■ Activity ■
Search the records below for the string "SkFontStyle", and report each line that contains it.

>>>

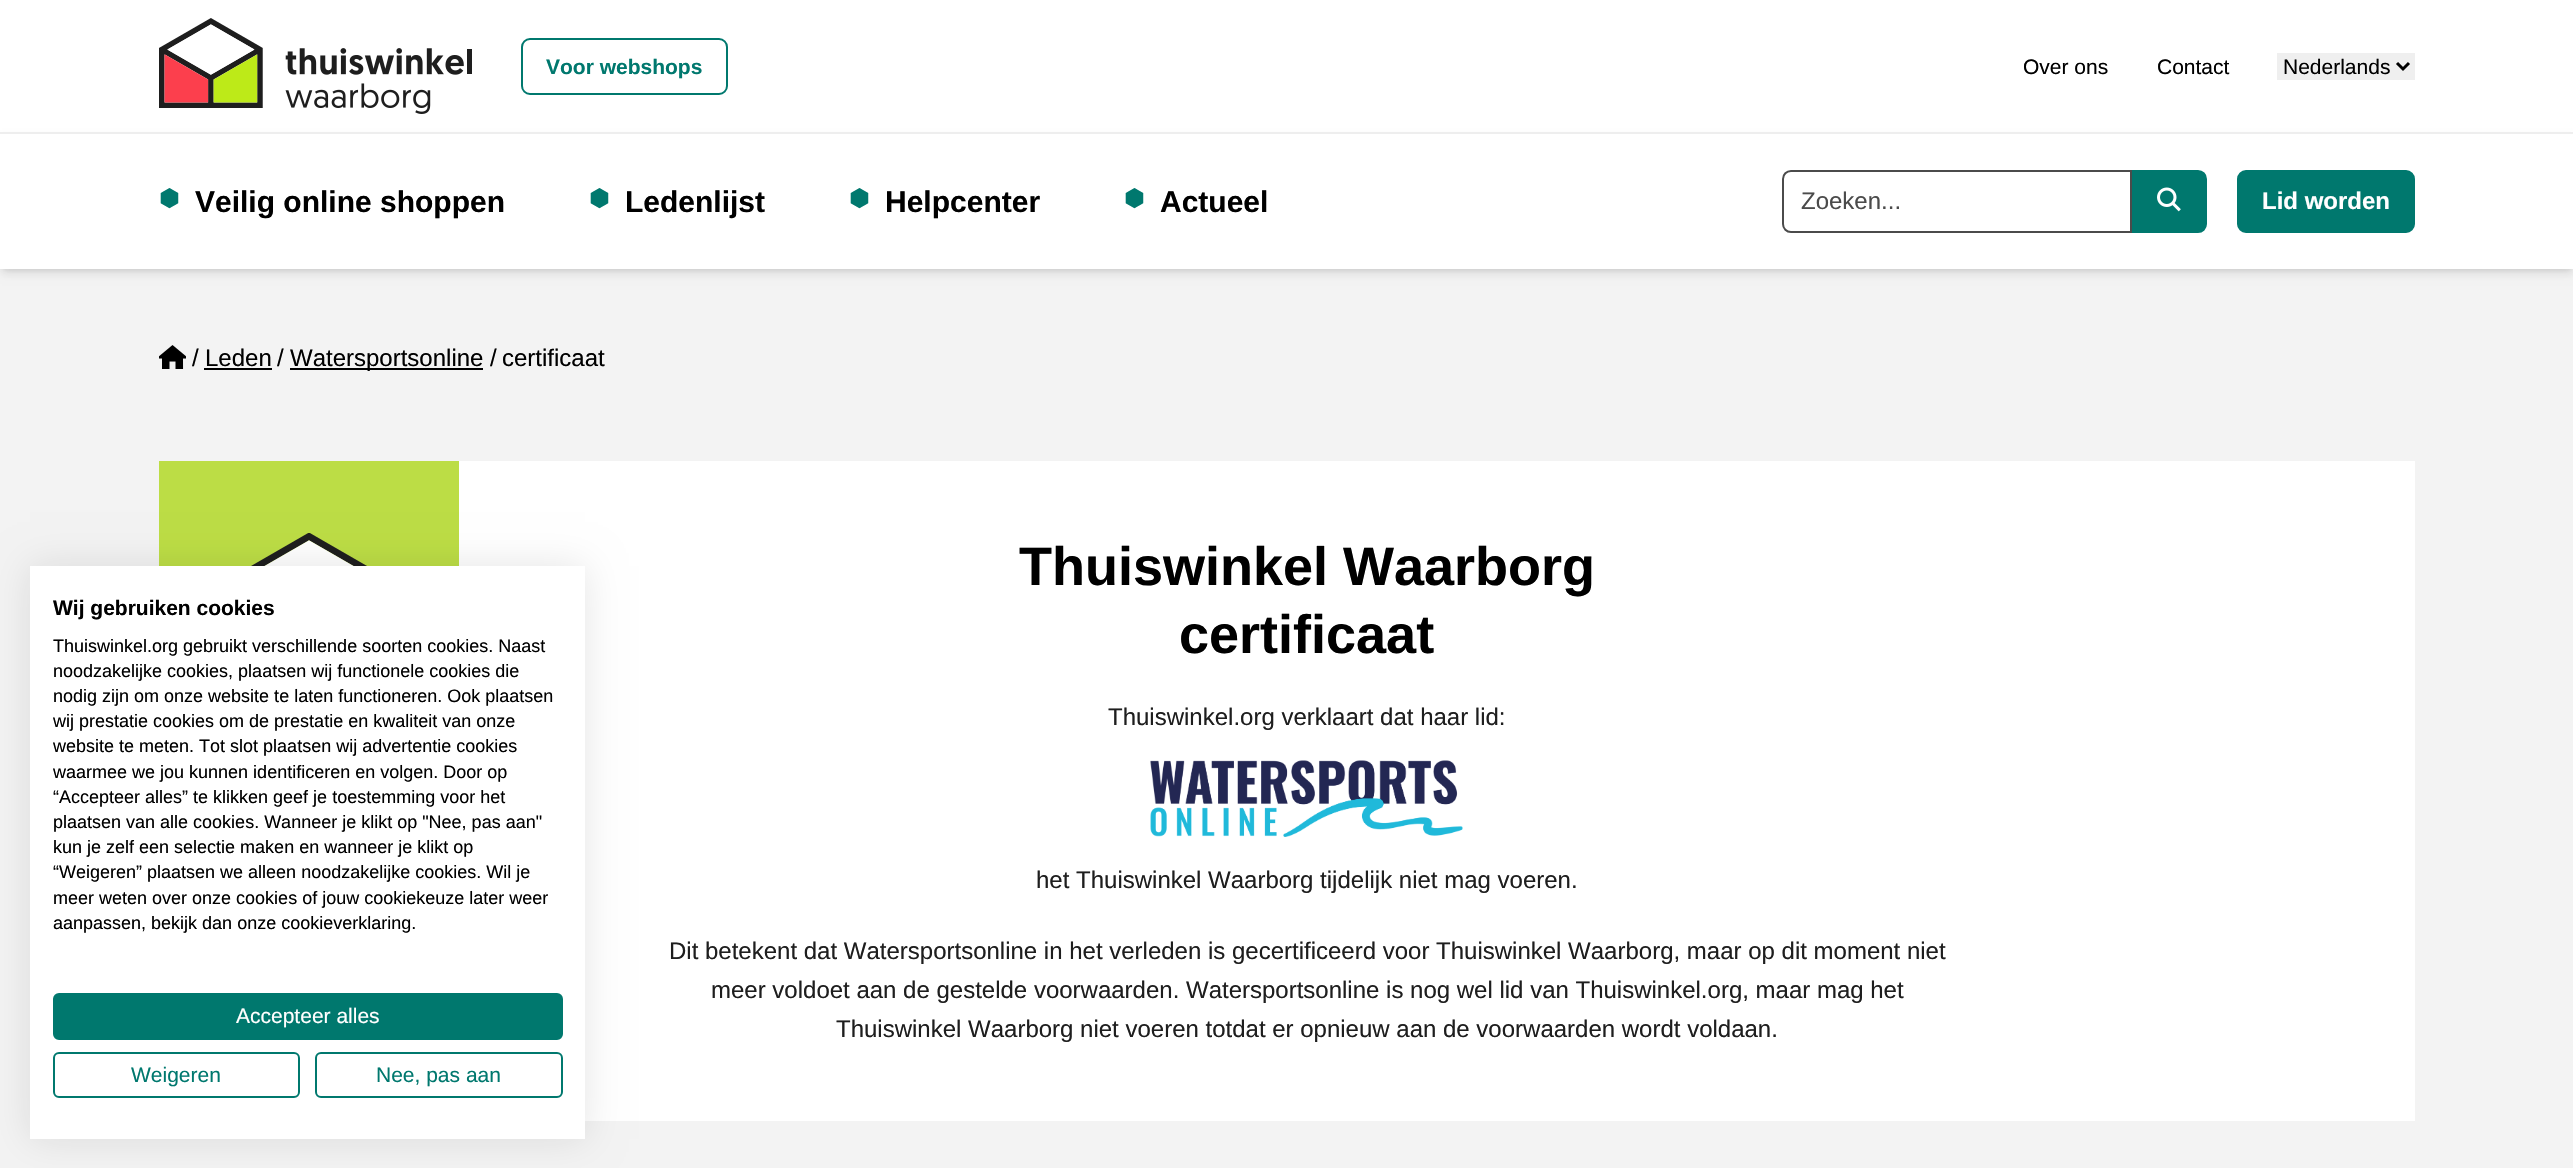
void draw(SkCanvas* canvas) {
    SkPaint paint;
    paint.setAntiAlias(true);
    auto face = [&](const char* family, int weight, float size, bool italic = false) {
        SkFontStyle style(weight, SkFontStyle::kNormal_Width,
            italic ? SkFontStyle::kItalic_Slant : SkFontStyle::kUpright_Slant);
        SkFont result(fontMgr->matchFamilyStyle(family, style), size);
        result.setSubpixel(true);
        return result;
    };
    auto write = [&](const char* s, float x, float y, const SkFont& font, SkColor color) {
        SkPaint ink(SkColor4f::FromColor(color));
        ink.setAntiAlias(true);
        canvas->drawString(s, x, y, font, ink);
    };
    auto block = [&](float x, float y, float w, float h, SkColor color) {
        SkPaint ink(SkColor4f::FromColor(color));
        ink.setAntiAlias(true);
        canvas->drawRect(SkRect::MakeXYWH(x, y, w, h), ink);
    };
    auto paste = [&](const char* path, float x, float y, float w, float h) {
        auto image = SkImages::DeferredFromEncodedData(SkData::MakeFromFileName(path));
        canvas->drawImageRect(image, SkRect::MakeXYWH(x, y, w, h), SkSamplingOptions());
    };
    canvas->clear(SK_ColorWHITE);
    block(0, 269, 2573, 899, SkColorSetRGB(243, 243, 243));
    paint.setColor(SkColorSetARGB(26, 0, 0, 0));
    paint.setMaskFilter(SkMaskFilter::MakeBlur(kNormal_SkBlurStyle, 3));
    canvas->drawRect(SkRect::MakeXYWH(3, 140, 2568, 129), paint);
    paint.setMaskFilter(nullptr);
    paint.setMaskFilter(SkMaskFilter::MakeBlur(kNormal_SkBlurStyle, 4.5f));
    canvas->drawRect(SkRect::MakeXYWH(2, 141, 2571, 132), paint);
    paint.setMaskFilter(nullptr);
    block(0, 132, 2573, 2, SkColorSetRGB(238, 238, 238));
    paste("pic1.png", 159, 18, 313, 96);
    paint.setStyle(SkPaint::kStroke_Style);
    paint.setStrokeWidth(2);
    paint.setColor(SkColorSetRGB(0, 120, 110));
    canvas->drawRoundRect(SkRect::MakeXYWH(522, 39, 205, 55), 8, 8, paint);
    auto kFont1 = face("Liberation Sans", 700, 21);
    write("Voor webshops", 546, 74, kFont1, SkColorSetRGB(0, 120, 110));
    auto kFont2 = face("Liberation Sans", 400, 21);
    write("Over ons", 2023, 74, kFont2, SK_ColorBLACK);
    write("Contact", 2157, 74, kFont2, SK_ColorBLACK);
    block(2277, 53, 138, 27, SkColorSetRGB(239, 239, 239));
    paint.setStrokeWidth(3);
    paint.setColor(SK_ColorBLACK);
    canvas->drawPath(SkPathBuilder().moveTo(2397, 63).lineTo(2403, 69).lineTo(2409, 63).detach(), paint);
    write("Nederlands", 2283, 74, kFont2, SK_ColorBLACK);
    block(0, 134, 2573, 135, SK_ColorWHITE);
    auto kFont3 = face("DejaVu Sans", 400, 24);
    write("⬢", 159, 206, kFont3, SkColorSetRGB(0, 120, 110));
    auto kFont4 = face("Liberation Sans", 700, 30);
    write("Veilig online shoppen", 195, 212, kFont4, SK_ColorBLACK);
    write("⬢", 589, 206, kFont3, SkColorSetRGB(0, 120, 110));
    write("Ledenlijst", 625, 212, kFont4, SK_ColorBLACK);
    write("⬢", 849, 206, kFont3, SkColorSetRGB(0, 120, 110));
    write("Helpcenter", 885, 212, kFont4, SK_ColorBLACK);
    write("⬢", 1124, 206, kFont3, SkColorSetRGB(0, 120, 110));
    write("Actueel", 1160, 212, kFont4, SK_ColorBLACK);
    paint.setStrokeWidth(2);
    paint.setColor(SkColorSetRGB(75, 75, 75));
    canvas->drawPath(SkPathBuilder().moveTo(1791, 171).lineTo(2131, 171).lineTo(2131, 232).lineTo(1791, 232).cubicTo(1786.5f, 232, 1783, 228.5f, 1783, 224).lineTo(1783, 179).cubicTo(1783, 174.5f, 1786.5f, 171, 1791, 171).close().detach(), paint);
    auto kFont5 = face("Liberation Sans", 400, 24);
    write("Zoeken...", 1801, 209, kFont5, SkColorSetRGB(75, 75, 75));
    paint.setStyle(SkPaint::kFill_Style);
    paint.setColor(SkColorSetRGB(0, 120, 110));
    canvas->drawPath(SkPathBuilder().moveTo(2133, 171).lineTo(2198, 171).cubicTo(2202.5f, 171, 2206, 174.5f, 2206, 179).lineTo(2206, 224).cubicTo(2206, 228.5f, 2202.5f, 232, 2198, 232).lineTo(2133, 232).close().detach(), paint);
    paint.setStyle(SkPaint::kStroke_Style);
    canvas->drawPath(SkPathBuilder().moveTo(2133, 171).lineTo(2198, 171).cubicTo(2202.5f, 171, 2206, 174.5f, 2206, 179).lineTo(2206, 224).cubicTo(2206, 228.5f, 2202.5f, 232, 2198, 232).lineTo(2133, 232).close().detach(), paint);
    paste("pic2.png", 2157, 187, 24, 25);
    paint.setStyle(SkPaint::kFill_Style);
    canvas->drawRoundRect(SkRect::MakeXYWH(2238, 171, 176, 61), 8, 8, paint);
    paint.setStyle(SkPaint::kStroke_Style);
    canvas->drawRoundRect(SkRect::MakeXYWH(2238, 171, 176, 61), 8, 8, paint);
    auto kFont6 = face("Liberation Sans", 700, 24);
    write("Lid worden", 2262, 209, kFont6, SK_ColorWHITE);
    paste("pic3.png", 159, 345, 27, 24);
    write("/", 192, 366, kFont5, SK_ColorBLACK);
    write("Leden", 205, 366, kFont5, SK_ColorBLACK);
    block(204, 368, 68, 2, SK_ColorBLACK);
    write("/", 277, 366, kFont5, SK_ColorBLACK);
    block(290, 368, 193, 2, SK_ColorBLACK);
    write("Watersportsonline", 290, 366, kFont5, SK_ColorBLACK);
    write("/", 490, 366, kFont5, SK_ColorBLACK);
    write("certificaat", 502, 366, kFont5, SK_ColorBLACK);
    block(459, 461, 1956, 660, SK_ColorWHITE);
    block(159, 461, 300, 105, SkColorSetRGB(188, 221, 69));
    paste("pic4.png", 251, 533, 116, 33);
    auto kFont7 = face("Liberation Sans", 700, 54);
    write("Thuiswinkel Waarborg", 1019, 585, kFont7, SK_ColorBLACK);
    write("certificaat", 1179, 653, kFont7, SK_ColorBLACK);
    write("Thuiswinkel.org verklaart dat haar lid:", 1108, 725, kFont5, SkColorSetRGB(30, 30, 30));
    paste("pic5.png", 1150, 760, 313, 77);
    write("het Thuiswinkel Waarborg tijdelijk niet mag voeren.", 1036, 888, kFont5, SkColorSetRGB(30, 30, 30));
    write("Dit betekent dat Watersportsonline in het verleden is gecertificeerd voor Thuiswinkel Waarborg, maar op dit moment niet", 669, 959, kFont5, SkColorSetRGB(30, 30, 30));
    write("meer voldoet aan de gestelde voorwaarden. Watersportsonline is nog wel lid van Thuiswinkel.org, maar mag het", 711, 998, kFont5, SkColorSetRGB(30, 30, 30));
    write("Thuiswinkel Waarborg niet voeren totdat er opnieuw aan de voorwaarden wordt voldaan.", 836, 1037, kFont5, SkColorSetRGB(30, 30, 30));
    paint.setStyle(SkPaint::kFill_Style);
    paint.setColor(SkColorSetARGB(26, 0, 0, 0));
    paint.setMaskFilter(SkMaskFilter::MakeBlur(kNormal_SkBlurStyle, 18));
    canvas->drawRect(SkRect::MakeXYWH(30, 566, 555, 573), paint);
    paint.setMaskFilter(nullptr);
    block(30, 566, 555, 573, SK_ColorWHITE);
    write("Wij gebruiken cookies", 53, 615, kFont1, SK_ColorBLACK);
    auto kFont8 = face("Liberation Sans", 400, 18);
    write("Thuiswinkel.org gebruikt verschillende soorten cookies. Naast", 53, 652, kFont8, SK_ColorBLACK);
    write("noodzakelijke cookies, plaatsen wij functionele cookies die", 53, 677, kFont8, SK_ColorBLACK);
    write("nodig zijn om onze website te laten functioneren. Ook plaatsen", 53, 702, kFont8, SK_ColorBLACK);
    write("wij prestatie cookies om de prestatie en kwaliteit van onze", 53, 727, kFont8, SK_ColorBLACK);
    write("website te meten. Tot slot plaatsen wij advertentie cookies", 53, 752, kFont8, SK_ColorBLACK);
    write("waarmee we jou kunnen identificeren en volgen. Door op", 53, 778, kFont8, SK_ColorBLACK);
    write("“Accepteer alles” te klikken geef je toestemming voor het", 53, 803, kFont8, SK_ColorBLACK);
    write("plaatsen van alle cookies. Wanneer je klikt op \"Nee, pas aan\"", 53, 828, kFont8, SK_ColorBLACK);
    write("kun je zelf een selectie maken en wanneer je klikt op", 53, 853, kFont8, SK_ColorBLACK);
    write("“Weigeren” plaatsen we alleen noodzakelijke cookies. Wil je", 53, 878, kFont8, SK_ColorBLACK);
    write("meer weten over onze cookies of jouw cookiekeuze later weer", 53, 904, kFont8, SK_ColorBLACK);
    write("aanpassen, bekijk dan onze cookieverklaring.", 53, 929, kFont8, SK_ColorBLACK);
    paint.setColor(SkColorSetRGB(0, 120, 110));
    canvas->drawRoundRect(SkRect::MakeXYWH(54, 994, 508, 45), 5, 5, paint);
    paint.setStyle(SkPaint::kStroke_Style);
    canvas->drawRoundRect(SkRect::MakeXYWH(54, 994, 508, 45), 5, 5, paint);
    write("Accepteer alles", 236, 1023, kFont2, SK_ColorWHITE);
    canvas->drawRoundRect(SkRect::MakeXYWH(54, 1053, 245, 44), 5, 5, paint);
    write("Weigeren", 131, 1082, kFont2, SkColorSetRGB(0, 120, 110));
    canvas->drawRoundRect(SkRect::MakeXYWH(316, 1053, 246, 44), 5, 5, paint);
    write("Nee, pas aan", 376, 1082, kFont2, SkColorSetRGB(0, 120, 110));
}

<<<

■ Reply ■
        SkFontStyle style(weight, SkFontStyle::kNormal_Width,
            italic ? SkFontStyle::kItalic_Slant : SkFontStyle::kUpright_Slant);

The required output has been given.